-- Opening Marker --
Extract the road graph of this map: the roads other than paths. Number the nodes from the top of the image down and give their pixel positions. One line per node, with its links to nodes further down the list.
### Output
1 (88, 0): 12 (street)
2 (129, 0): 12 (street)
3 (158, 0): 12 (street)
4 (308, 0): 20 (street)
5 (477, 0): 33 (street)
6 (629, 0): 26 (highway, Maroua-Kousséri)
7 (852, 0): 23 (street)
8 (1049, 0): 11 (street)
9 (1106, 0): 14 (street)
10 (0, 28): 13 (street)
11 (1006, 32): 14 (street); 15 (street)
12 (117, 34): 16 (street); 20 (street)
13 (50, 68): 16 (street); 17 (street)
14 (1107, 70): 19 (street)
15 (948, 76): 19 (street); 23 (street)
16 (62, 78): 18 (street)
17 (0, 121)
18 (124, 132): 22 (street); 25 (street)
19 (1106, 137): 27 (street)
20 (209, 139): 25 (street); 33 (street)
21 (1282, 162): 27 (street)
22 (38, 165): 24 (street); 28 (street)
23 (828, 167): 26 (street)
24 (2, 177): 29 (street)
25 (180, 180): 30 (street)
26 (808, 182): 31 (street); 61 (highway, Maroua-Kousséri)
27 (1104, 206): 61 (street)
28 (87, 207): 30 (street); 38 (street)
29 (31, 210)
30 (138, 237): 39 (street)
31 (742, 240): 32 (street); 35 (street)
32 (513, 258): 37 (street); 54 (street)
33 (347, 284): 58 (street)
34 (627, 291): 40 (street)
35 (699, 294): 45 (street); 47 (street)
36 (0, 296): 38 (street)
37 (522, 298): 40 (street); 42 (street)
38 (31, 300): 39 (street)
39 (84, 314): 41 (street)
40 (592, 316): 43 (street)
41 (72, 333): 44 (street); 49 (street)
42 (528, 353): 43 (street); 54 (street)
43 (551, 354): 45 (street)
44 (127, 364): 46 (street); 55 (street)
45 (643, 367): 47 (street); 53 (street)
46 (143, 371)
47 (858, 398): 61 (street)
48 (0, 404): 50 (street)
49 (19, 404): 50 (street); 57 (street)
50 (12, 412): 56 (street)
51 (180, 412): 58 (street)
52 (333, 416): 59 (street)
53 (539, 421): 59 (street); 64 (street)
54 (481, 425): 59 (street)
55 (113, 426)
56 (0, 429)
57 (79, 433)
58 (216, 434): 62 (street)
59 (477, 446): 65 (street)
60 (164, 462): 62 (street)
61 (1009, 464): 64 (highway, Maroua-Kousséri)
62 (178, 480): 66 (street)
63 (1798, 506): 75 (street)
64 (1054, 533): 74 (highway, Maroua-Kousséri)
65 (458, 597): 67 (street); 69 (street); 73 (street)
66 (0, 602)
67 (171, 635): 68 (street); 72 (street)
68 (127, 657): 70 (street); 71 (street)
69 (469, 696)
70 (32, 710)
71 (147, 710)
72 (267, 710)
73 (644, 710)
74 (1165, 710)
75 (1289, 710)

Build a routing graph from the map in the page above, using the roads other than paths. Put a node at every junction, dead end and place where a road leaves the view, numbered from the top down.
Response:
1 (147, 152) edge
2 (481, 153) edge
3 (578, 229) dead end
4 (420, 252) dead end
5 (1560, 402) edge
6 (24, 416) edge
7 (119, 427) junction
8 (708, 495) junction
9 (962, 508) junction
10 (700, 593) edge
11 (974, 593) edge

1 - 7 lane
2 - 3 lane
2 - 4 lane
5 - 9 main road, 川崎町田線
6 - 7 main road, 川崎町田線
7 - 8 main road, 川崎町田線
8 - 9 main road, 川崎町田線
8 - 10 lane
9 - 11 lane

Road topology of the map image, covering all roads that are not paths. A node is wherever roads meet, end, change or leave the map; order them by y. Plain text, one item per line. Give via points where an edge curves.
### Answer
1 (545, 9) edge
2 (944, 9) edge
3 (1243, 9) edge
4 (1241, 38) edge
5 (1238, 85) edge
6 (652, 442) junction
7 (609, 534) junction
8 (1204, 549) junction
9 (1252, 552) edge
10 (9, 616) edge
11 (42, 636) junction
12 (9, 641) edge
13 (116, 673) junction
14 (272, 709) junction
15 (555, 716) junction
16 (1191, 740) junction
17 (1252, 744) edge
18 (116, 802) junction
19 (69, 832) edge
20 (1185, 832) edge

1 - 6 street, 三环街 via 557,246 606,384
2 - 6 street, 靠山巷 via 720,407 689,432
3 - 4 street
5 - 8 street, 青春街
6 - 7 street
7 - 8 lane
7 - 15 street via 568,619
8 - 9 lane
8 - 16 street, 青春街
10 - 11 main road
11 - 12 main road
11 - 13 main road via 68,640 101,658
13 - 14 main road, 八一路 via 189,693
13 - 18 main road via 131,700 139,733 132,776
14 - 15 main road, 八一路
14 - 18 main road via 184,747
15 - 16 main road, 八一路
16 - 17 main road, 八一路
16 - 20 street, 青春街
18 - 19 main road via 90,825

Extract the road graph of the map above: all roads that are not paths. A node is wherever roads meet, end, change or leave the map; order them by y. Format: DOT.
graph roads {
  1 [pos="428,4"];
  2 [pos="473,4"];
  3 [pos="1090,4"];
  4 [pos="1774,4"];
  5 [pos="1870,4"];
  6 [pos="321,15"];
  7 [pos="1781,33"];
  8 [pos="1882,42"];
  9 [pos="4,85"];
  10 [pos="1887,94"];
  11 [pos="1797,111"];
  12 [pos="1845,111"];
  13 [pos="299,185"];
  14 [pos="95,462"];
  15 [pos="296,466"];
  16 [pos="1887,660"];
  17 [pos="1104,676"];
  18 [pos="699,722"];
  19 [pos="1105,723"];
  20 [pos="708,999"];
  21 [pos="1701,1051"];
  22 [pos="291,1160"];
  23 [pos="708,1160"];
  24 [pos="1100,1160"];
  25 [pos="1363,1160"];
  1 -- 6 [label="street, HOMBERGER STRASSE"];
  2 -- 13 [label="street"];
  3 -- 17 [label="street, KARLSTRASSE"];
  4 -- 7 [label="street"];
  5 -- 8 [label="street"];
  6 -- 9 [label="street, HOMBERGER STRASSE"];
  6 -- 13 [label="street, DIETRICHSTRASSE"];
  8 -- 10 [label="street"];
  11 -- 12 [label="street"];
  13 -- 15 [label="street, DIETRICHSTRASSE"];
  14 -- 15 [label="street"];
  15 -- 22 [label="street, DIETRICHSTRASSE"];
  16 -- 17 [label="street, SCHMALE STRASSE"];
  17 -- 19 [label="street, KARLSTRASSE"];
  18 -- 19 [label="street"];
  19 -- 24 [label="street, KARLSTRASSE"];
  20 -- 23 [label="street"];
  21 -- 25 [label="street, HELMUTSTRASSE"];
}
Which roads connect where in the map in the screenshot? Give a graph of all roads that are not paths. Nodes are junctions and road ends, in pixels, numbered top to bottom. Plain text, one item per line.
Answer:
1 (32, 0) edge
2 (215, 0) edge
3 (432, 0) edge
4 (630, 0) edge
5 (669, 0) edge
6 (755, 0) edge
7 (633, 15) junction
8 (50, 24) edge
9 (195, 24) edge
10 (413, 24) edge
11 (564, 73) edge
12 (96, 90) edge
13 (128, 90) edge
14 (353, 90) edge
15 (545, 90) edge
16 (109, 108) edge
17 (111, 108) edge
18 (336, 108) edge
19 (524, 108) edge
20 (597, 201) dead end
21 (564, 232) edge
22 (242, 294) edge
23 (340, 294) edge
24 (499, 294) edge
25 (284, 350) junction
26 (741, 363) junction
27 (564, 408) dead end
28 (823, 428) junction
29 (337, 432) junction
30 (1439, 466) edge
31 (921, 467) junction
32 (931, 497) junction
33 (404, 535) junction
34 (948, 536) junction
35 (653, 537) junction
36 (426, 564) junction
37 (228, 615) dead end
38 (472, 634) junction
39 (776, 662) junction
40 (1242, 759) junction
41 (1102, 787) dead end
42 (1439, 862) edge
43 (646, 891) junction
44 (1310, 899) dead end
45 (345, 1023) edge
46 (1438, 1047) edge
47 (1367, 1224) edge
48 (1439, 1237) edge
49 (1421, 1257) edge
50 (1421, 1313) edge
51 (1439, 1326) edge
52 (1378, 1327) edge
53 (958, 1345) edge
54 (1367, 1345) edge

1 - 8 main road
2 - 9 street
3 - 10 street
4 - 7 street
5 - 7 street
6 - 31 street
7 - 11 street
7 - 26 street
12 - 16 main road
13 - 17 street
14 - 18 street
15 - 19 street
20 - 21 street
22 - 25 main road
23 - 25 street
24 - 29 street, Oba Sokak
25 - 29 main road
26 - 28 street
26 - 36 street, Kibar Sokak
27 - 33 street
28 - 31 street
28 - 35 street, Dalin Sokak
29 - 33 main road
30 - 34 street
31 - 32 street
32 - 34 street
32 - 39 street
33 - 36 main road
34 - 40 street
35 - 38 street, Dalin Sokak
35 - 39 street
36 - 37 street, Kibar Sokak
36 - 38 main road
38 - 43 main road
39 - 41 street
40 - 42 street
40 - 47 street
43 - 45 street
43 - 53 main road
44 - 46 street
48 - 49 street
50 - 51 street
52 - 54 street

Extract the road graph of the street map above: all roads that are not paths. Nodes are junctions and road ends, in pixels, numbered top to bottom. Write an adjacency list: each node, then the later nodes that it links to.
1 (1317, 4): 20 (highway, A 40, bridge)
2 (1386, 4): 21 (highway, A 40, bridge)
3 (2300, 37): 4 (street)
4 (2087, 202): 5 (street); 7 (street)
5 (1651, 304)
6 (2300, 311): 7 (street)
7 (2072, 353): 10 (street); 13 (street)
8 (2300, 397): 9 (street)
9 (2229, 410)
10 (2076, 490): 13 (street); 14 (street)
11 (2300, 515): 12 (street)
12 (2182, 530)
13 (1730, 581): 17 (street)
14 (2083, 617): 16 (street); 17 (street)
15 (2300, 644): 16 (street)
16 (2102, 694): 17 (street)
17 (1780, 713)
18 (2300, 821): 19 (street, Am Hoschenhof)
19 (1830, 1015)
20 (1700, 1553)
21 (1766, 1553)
-- Closing Marker --
Brief
Which lines in the records contain the word "Plain"? Copy each one.

Your solution
Road topology of the map image, covering all roads that are not paths. A node is wherever roads meet, end, change or leave the map; order them by y. Plain text, one item per line. Give via points where an edge curves.
Which roads connect where in the map in the screenshot? Give a graph of all roads that are not paths. Nodes are junctions and road ends, in pixels, numbered top to bottom. Plain text, one item per line.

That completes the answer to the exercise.